While we've got the Freenet and I2P people together on one list I'd like
to put forward an idea that's been growing in my brain for some time, as
the taxi driver says. The idea is hypertext with location-independent,
verifiable identifiers, which I call the free-floating web. It's not a
new idea by any means, but it would be useful if we could agree on a
standard so that files can easily migrate between different anonymous
and censorship-resistant networks.
Goals:
pseudonymous and anonymous publishing
incremental verification
plausible deniability
mutable files which publishers can update
immutable files which publishers can't be forced to update
Tools:
one-way hashes
block ciphers
public-key signatures
1. Immutable files
Freenet's CHKs offer immutability and plausible deniability: a file is
encrypted with its hash, the hash of the encrypted file identifies it,
and the hash of the unencrypted file (which isn't revealed to relays)

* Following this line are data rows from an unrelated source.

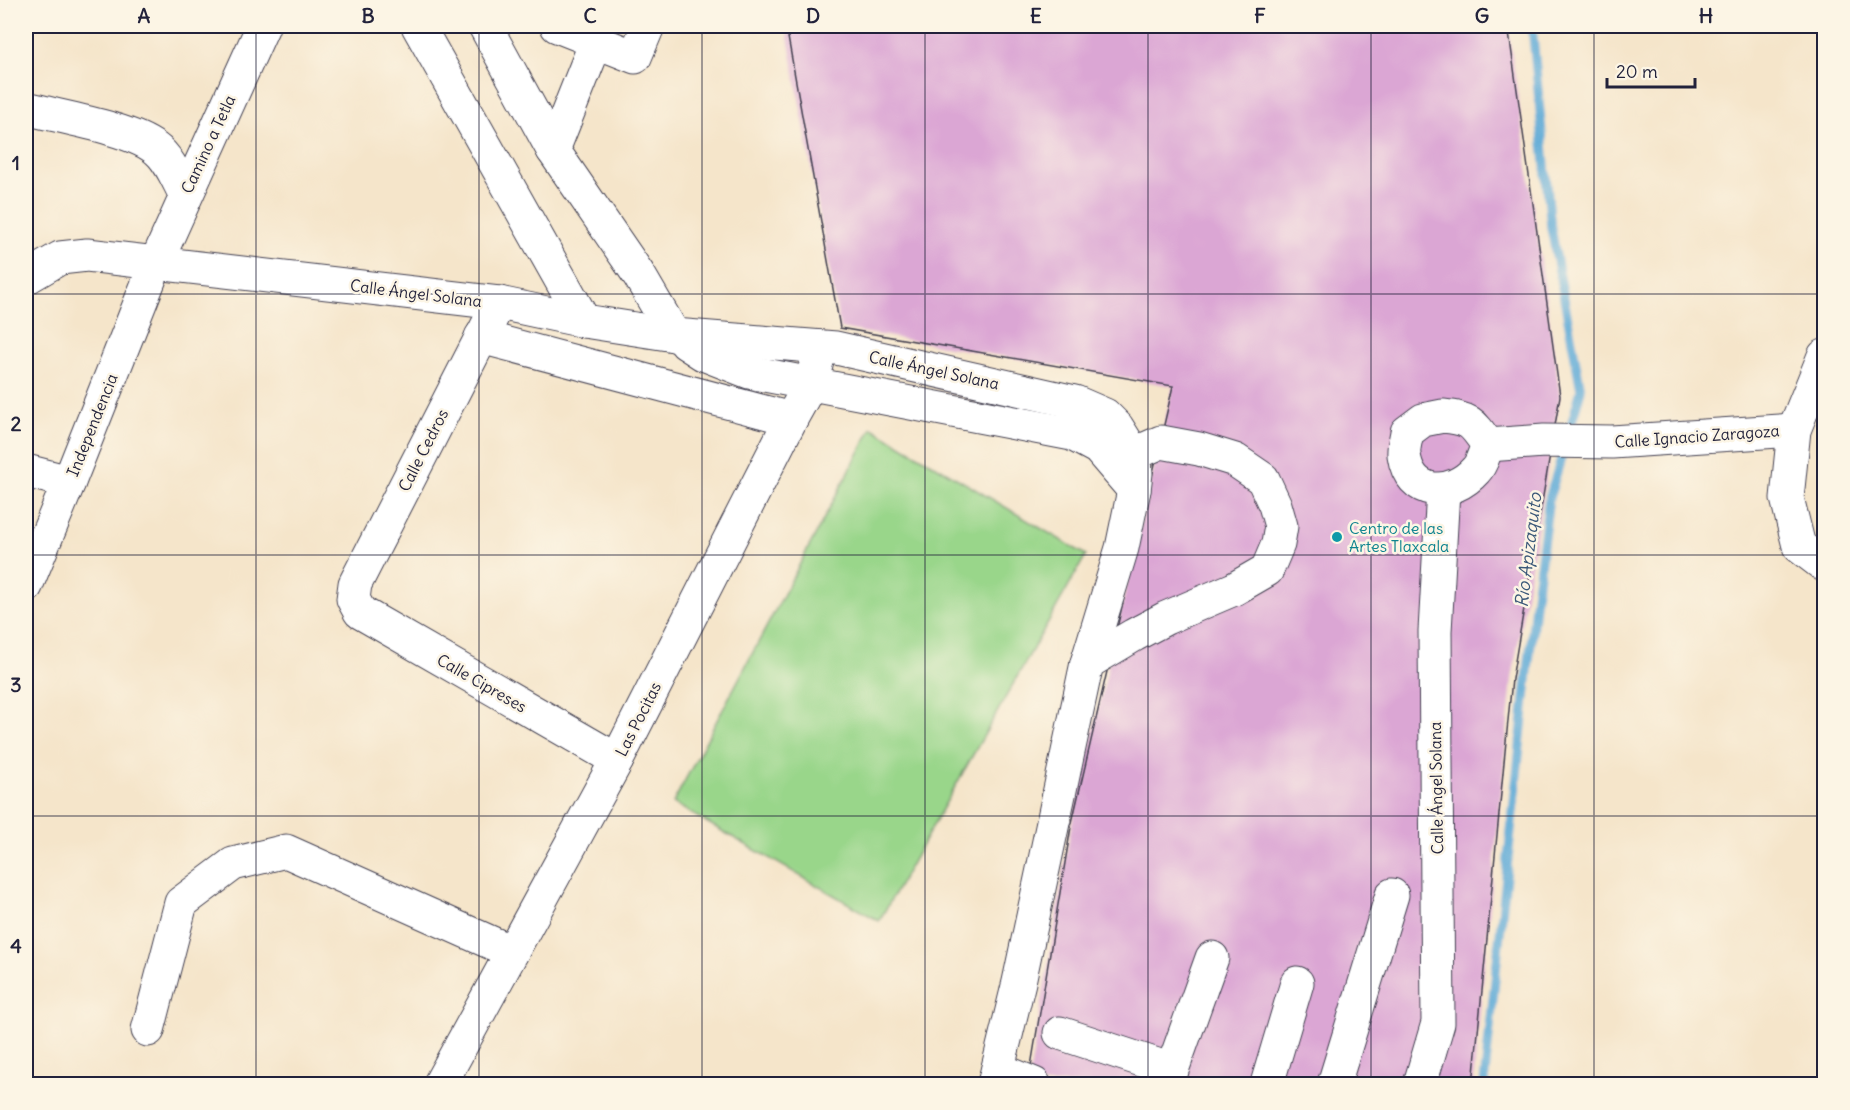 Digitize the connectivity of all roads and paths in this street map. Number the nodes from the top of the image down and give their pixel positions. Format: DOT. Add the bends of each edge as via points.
graph roads {
  1 [pos="263,26"];
  2 [pos="418,26"];
  3 [pos="485,26"];
  4 [pos="557,26"];
  5 [pos="648,26"];
  6 [pos="596,42"];
  7 [pos="26,108"];
  8 [pos="553,150"];
  9 [pos="185,194"];
  10 [pos="156,263"];
  11 [pos="26,278"];
  12 [pos="499,303"];
  13 [pos="584,321"];
  14 [pos="674,335"];
  15 [pos="481,337"];
  16 [pos="821,347"];
  17 [pos="1824,356"];
  18 [pos="811,383"];
  19 [pos="791,418"];
  20 [pos="1794,430"];
  21 [pos="1488,445"];
  22 [pos="1124,459"];
  23 [pos="26,471"];
  24 [pos="69,482"];
  25 [pos="1443,490"];
  26 [pos="1824,565"];
  27 [pos="26,586"];
  28 [pos="352,599"];
  29 [pos="1087,663"];
  30 [pos="616,760"];
  31 [pos="1392,895"];
  32 [pos="512,952"];
  33 [pos="1212,958"];
  34 [pos="1297,983"];
  35 [pos="148,1030"];
  36 [pos="1060,1033"];
  37 [pos="996,1077"];
  38 [pos="1170,1077"];
  39 [pos="440,1084"];
  40 [pos="1034,1084"];
  41 [pos="1267,1084"];
  42 [pos="1334,1084"];
  43 [pos="1420,1084"];
  1 -- 9 [label="street, Camino a Tetla"];
  2 -- 13 [label="street"];
  3 -- 8 [label="street"];
  4 -- 6 [label="street"];
  5 -- 6 [label="street" via="635,57"];
  6 -- 8 [label="street"];
  7 -- 9 [label="street" via="128,134 155,148"];
  8 -- 14 [label="street" via="639,275"];
  9 -- 10 [label="street, Camino a Tetla"];
  10 -- 11 [label="street, Calle Ángel Solana" via="87,255 60,258"];
  10 -- 12 [label="street, Calle Ángel Solana"];
  10 -- 24 [label="street, Independencia"];
  12 -- 13 [label="street, Calle Ángel Solana"];
  12 -- 15 [label="street, Calle Cedros"];
  13 -- 14 [label="street, Calle Ángel Solana"];
  14 -- 16 [label="street, Calle Ángel Solana"];
  14 -- 18 [label="street, Calle Ángel Solana" via="703,354 749,372"];
  15 -- 19 [label="street"];
  15 -- 28 [label="street, Calle Cedros" via="355,584"];
  16 -- 18 [label="street, Las Pocitas"];
  16 -- 22 [label="street, Calle Ángel Solana" via="1075,402 1105,415 1117,428"];
  17 -- 20 [label="street"];
  18 -- 19 [label="street, Las Pocitas"];
  18 -- 22 [label="street, Calle Ángel Solana" via="1072,434"];
  19 -- 30 [label="street, Las Pocitas"];
  20 -- 21 [label="street, Calle Ignacio Zaragoza" via="1612,442"];
  20 -- 26 [label="street, Calle Ignacio Zaragoza" via="1787,498 1799,546"];
  21 -- 25 [label="street" via="1477,469 1461,483"];
  21 -- 25 [label="street" via="1465,419 1443,416 1423,420 1407,432 1403,453 1409,474 1425,488"];
  22 -- 29 [label="street" via="1136,473 1134,490 1122,548"];
  22 -- 29 [label="street" via="1161,442 1235,460 1263,479 1271,494 1281,526 1278,544 1267,570 1166,618"];
  23 -- 24 [label="street"];
  24 -- 27 [label="street, Independencia"];
  25 -- 43 [label="street, Calle Ángel Solana" via="1435,631 1438,1023"];
  28 -- 30 [label="street, Calle Cipreses" via="360,612"];
  29 -- 37 [label="street"];
  30 -- 32 [label="street, Las Pocitas"];
  31 -- 42 [label="street"];
  32 -- 35 [label="street" via="286,850 232,864 181,903"];
  32 -- 39 [label="street, Las Pocitas"];
  33 -- 38 [label="street"];
  34 -- 41 [label="street"];
  36 -- 38 [label="street"];
  37 -- 40 [label="street"];
}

can be used to decrypt it.
CHKs can be combined with hash trees to allow incremental verification
and parallel downloads. The file is encrypted with its hash, and the
encrypted blocks form the bottom layer of the hash tree. The network
representation of the file contains all the blocks of the hash tree in
depth-first order, so that each subtree occupies a contiguous range. For
example if the hash tree looks like this:
A1
B1 B2
C1 C2 C3 C4
D1 D2 D3 D4 D5 D6 D7 D8
then the network representation looks like this:
A1 B1 C1 D1 D2 C2 D3 D4 B2 C3 D5 D6 C4 D7 D8
The on-disk representation might be different - for example, the file
might be stored unencrypted in a shared folder, with the encryption key
and the rest of the hash tree stored in a separate metadata file
(convenience may be more important than plausible deniability for some
users).
The network representation is designed to allow parallel downloads -
each subtree can be requested and verified independently. Given the root
hash of the tree, the root hash of the subtree, and the starting and
ending offsets, a server can quickly find the requested blocks and if
necessary encrypt them as it reads them from disk. The client and relays
can verify each block as soon as it's received, using a hash from the
request message or from a previous block in the subtree.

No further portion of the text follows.